### WHAT YOU ARE ASKED TO DO
Each line below from the one containing "M 702,205 L 704,243 L 676,244 L 674,206 Z" through the one containing "M 1095,0 L 1100,633" is to be given again exactly, and no line outside that span.

[Stored data]
# # # # #
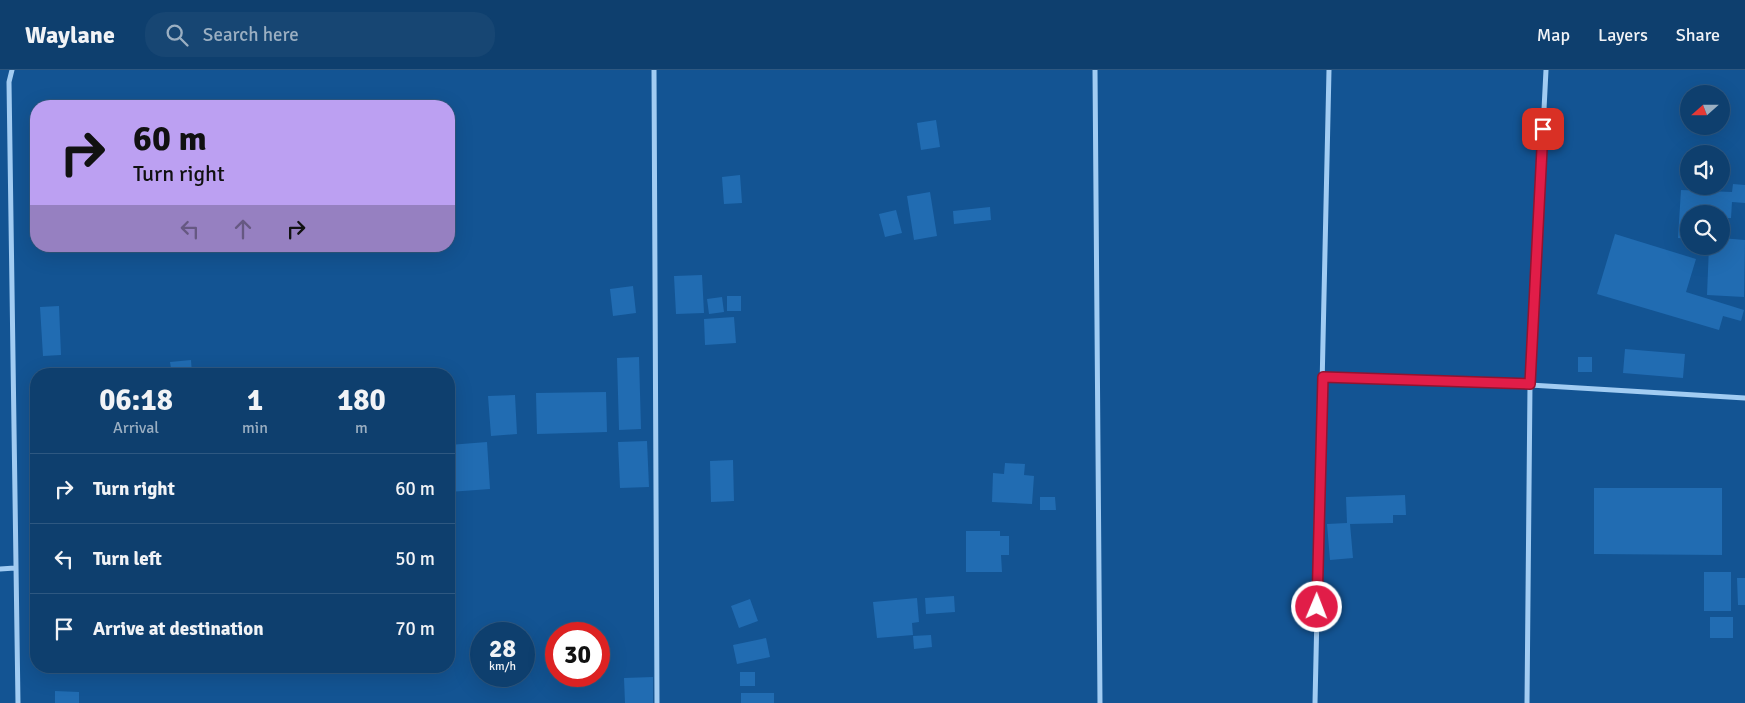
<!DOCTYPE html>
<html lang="en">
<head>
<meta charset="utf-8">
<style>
	:root { --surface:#0e3f6e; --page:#174673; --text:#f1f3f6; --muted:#9bafc2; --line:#2e5881 }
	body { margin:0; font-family:Signika,sans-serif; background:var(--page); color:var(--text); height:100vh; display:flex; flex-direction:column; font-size:19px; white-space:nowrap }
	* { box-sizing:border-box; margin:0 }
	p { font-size:16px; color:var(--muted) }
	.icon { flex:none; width:28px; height:28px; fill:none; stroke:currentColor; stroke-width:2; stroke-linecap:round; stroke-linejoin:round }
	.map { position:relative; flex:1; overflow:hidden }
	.side { position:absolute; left:30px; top:298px; width:425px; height:305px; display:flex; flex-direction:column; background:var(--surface); border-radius:20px; box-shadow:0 5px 20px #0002,0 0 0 1px var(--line) }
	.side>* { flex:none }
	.hud { position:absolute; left:30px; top:30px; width:425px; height:152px; border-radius:20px; box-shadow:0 5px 20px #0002,0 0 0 1px var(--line); background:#bca0f2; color:#111; overflow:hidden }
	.needle { width:32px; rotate:249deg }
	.controls { position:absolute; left:1680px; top:15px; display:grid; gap:10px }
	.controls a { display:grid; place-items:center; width:50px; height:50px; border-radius:50%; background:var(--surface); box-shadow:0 5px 20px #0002,0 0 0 1px var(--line); font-size:25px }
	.speed { position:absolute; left:470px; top:552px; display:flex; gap:10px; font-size:25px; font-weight:700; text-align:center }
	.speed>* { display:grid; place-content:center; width:65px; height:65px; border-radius:50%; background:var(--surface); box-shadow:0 5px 20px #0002,0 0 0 1px var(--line); line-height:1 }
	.speed small { font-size:12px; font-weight:400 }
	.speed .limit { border:8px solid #d22; background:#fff; color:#111 }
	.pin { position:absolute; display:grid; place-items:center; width:42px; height:42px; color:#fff; margin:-21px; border-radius:10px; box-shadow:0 2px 8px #0006 }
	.me { position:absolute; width:55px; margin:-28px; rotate:1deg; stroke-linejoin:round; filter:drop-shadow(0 0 4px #0008) }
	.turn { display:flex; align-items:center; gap:18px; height:105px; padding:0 20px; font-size:22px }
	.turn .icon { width:65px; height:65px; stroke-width:2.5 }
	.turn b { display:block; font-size:35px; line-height:42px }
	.lanes { display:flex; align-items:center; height:48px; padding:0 20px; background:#0003; justify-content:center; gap:25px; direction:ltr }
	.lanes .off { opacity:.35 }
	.eta { display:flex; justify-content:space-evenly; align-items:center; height:85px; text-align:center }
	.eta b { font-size:30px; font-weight:700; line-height:35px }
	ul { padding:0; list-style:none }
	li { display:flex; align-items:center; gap:15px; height:70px; padding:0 20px; border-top:1px solid var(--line) }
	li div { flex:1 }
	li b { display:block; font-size:19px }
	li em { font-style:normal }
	header { display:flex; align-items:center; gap:30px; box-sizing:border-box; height:70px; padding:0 25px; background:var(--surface); border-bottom:1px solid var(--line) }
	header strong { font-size:24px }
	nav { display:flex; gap:28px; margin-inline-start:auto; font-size:18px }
	.search { width:350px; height:45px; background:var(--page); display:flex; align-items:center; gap:12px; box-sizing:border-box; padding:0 18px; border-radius:20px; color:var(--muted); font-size:19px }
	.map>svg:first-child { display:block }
	.building { fill:#216cb2 }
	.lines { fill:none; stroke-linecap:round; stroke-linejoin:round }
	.minor { stroke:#a2ccf2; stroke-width:5 }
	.route-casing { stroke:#92132f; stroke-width:12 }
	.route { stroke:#e11d48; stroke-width:9 }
</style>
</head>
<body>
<header>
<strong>Waylane</strong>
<div class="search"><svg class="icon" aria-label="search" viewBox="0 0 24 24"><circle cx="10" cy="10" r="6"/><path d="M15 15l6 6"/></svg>Search here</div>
<nav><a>Map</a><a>Layers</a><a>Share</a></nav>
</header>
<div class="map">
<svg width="1745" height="633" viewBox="0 0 1745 633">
	<rect width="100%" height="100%" fill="#135493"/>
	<path class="building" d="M 936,50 L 940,77 L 921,80 L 917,53 Z
		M 740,105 L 742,133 L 724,134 L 722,107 Z
		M 1733,114 L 1745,115 L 1745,133 L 1732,132 L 1731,148 L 1721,148 L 1721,144 L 1689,144 L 1689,169 L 1678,168 L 1681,120 L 1732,122 Z
		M 930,122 L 937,166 L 914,170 L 907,126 Z
		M 990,137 L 991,150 L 954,154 L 953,141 Z
		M 896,140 L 902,163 L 885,167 L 879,144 Z
		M 1615,164 L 1696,189 L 1686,222 L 1744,240 L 1741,251 L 1723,246 L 1719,260 L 1597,224 Z
		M 1721,168 L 1745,170 L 1744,227 L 1707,225 L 1709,176 L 1721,176 Z
		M 702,205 L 704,243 L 676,244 L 674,206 Z
		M 633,216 L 636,243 L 613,246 L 610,219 Z
		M 727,226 L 741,226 L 741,241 L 727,241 Z
		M 722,227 L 724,242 L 709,244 L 707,229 Z
		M 59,236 L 61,285 L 43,286 L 40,237 Z
		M 734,247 L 736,273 L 705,275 L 704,249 Z
		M 1625,279 L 1685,284 L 1683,308 L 1623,303 Z
		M 639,287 L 641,359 L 619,360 L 617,288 Z
		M 1578,287 L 1592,287 L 1592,302 L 1578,302 Z
		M 191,290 L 192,304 L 172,304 L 170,292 Z
		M 606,322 L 607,362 L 537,364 L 536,323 Z
		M 515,325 L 517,364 L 491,366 L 488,326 Z
		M 647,371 L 649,417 L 620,418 L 618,372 Z
		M 487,372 L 490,419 L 449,422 L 449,375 Z
		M 733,390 L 734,431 L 711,432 L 710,391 Z
		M 1005,393 L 1025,394 L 1024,405 L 1034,406 L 1032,434 L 992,432 L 993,403 L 1004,404 Z
		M 1594,418 L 1722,418 L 1722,485 L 1594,484 Z
		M 1405,425 L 1406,445 L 1393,445 L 1393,453 L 1350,454 L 1353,488 L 1330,490 L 1327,454 L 1347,453 L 1346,427 Z
		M 1040,427 L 1055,427 L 1056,440 L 1040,440 Z
		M 966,461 L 1000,461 L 1000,466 L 1009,466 L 1009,485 L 1001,485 L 1002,502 L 966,502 Z
		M 1704,502 L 1731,502 L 1731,541 L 1704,541 Z
		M 1737,508 L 1745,508 L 1745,535 L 1738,535 Z
		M 954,526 L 955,542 L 926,544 L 925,528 Z
		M 917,528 L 919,552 L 912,553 L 913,565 L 877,568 L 873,532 Z
		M 750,529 L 758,551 L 739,558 L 731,536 Z
		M 1710,547 L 1733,547 L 1733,568 L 1710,568 Z
		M 931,565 L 932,577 L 914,579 L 913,566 Z
		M 766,568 L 770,587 L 737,594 L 733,575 Z
		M 740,602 L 755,602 L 755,616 L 740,616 Z
		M 653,607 L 653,633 L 625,633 L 624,608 Z
		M 55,621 L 79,622 L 79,633 L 55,633 Z
		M 741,623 L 774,623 L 774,633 L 741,633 Z"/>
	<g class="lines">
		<path class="minor" d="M 12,0 L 9,12 L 18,633
			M 654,0 L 657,633
			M 1095,0 L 1100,633
			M 1323,307 L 1530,315 L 1745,328
			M 0,499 L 15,498
			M 1315,633 L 1329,0
			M 1527,633 L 1530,315 L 1546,0"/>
	</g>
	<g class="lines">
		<defs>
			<path id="route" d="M 1317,537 L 1323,307 L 1530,314 L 1543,59"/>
		</defs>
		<use href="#route" class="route-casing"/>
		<use href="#route" class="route"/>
	</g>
</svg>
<div class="controls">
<a><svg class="needle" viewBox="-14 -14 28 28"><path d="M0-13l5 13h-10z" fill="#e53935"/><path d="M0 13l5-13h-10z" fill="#9bafc2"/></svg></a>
<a><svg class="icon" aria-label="sound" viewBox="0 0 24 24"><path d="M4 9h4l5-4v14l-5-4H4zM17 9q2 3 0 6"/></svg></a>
<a><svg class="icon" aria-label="search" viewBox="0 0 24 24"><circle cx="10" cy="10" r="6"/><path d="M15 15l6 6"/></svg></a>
</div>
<div class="speed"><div>28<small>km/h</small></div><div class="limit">30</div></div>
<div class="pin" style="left:1543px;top:59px;background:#d93025"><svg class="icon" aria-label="arrive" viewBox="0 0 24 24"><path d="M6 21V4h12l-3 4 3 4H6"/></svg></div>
<svg class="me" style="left:1317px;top:537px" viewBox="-20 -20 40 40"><circle r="17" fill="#e11d48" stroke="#fff" stroke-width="3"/><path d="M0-11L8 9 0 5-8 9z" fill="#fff"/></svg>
<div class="hud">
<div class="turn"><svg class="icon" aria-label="right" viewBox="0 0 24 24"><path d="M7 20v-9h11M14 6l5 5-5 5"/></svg><div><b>60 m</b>Turn right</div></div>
<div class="lanes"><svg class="icon off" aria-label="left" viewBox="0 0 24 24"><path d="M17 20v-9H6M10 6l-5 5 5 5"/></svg><svg class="icon off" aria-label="ahead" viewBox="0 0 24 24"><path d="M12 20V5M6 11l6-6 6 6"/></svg><svg class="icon" aria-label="right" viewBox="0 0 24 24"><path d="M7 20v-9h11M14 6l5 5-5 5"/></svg></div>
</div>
<section class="side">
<div class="eta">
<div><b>06:18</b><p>Arrival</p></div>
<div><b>1</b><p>min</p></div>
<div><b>180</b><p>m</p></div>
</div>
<ul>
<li><svg class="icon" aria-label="right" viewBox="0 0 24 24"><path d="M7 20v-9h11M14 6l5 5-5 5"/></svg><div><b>Turn right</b></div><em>60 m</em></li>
<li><svg class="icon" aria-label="left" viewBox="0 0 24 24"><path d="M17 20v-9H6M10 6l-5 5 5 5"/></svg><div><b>Turn left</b></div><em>50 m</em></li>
<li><svg class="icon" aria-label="arrive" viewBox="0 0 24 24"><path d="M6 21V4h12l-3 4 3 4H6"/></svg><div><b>Arrive at destination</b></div><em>70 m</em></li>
</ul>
</section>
</div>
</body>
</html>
# # # # #
### RESPONSE TO THE TASK
		M 702,205 L 704,243 L 676,244 L 674,206 Z
		M 633,216 L 636,243 L 613,246 L 610,219 Z
		M 727,226 L 741,226 L 741,241 L 727,241 Z
		M 722,227 L 724,242 L 709,244 L 707,229 Z
		M 59,236 L 61,285 L 43,286 L 40,237 Z
		M 734,247 L 736,273 L 705,275 L 704,249 Z
		M 1625,279 L 1685,284 L 1683,308 L 1623,303 Z
		M 639,287 L 641,359 L 619,360 L 617,288 Z
		M 1578,287 L 1592,287 L 1592,302 L 1578,302 Z
		M 191,290 L 192,304 L 172,304 L 170,292 Z
		M 606,322 L 607,362 L 537,364 L 536,323 Z
		M 515,325 L 517,364 L 491,366 L 488,326 Z
		M 647,371 L 649,417 L 620,418 L 618,372 Z
		M 487,372 L 490,419 L 449,422 L 449,375 Z
		M 733,390 L 734,431 L 711,432 L 710,391 Z
		M 1005,393 L 1025,394 L 1024,405 L 1034,406 L 1032,434 L 992,432 L 993,403 L 1004,404 Z
		M 1594,418 L 1722,418 L 1722,485 L 1594,484 Z
		M 1405,425 L 1406,445 L 1393,445 L 1393,453 L 1350,454 L 1353,488 L 1330,490 L 1327,454 L 1347,453 L 1346,427 Z
		M 1040,427 L 1055,427 L 1056,440 L 1040,440 Z
		M 966,461 L 1000,461 L 1000,466 L 1009,466 L 1009,485 L 1001,485 L 1002,502 L 966,502 Z
		M 1704,502 L 1731,502 L 1731,541 L 1704,541 Z
		M 1737,508 L 1745,508 L 1745,535 L 1738,535 Z
		M 954,526 L 955,542 L 926,544 L 925,528 Z
		M 917,528 L 919,552 L 912,553 L 913,565 L 877,568 L 873,532 Z
		M 750,529 L 758,551 L 739,558 L 731,536 Z
		M 1710,547 L 1733,547 L 1733,568 L 1710,568 Z
		M 931,565 L 932,577 L 914,579 L 913,566 Z
		M 766,568 L 770,587 L 737,594 L 733,575 Z
		M 740,602 L 755,602 L 755,616 L 740,616 Z
		M 653,607 L 653,633 L 625,633 L 624,608 Z
		M 55,621 L 79,622 L 79,633 L 55,633 Z
		M 741,623 L 774,623 L 774,633 L 741,633 Z"/>
	<g class="lines">
		<path class="minor" d="M 12,0 L 9,12 L 18,633
			M 654,0 L 657,633
			M 1095,0 L 1100,633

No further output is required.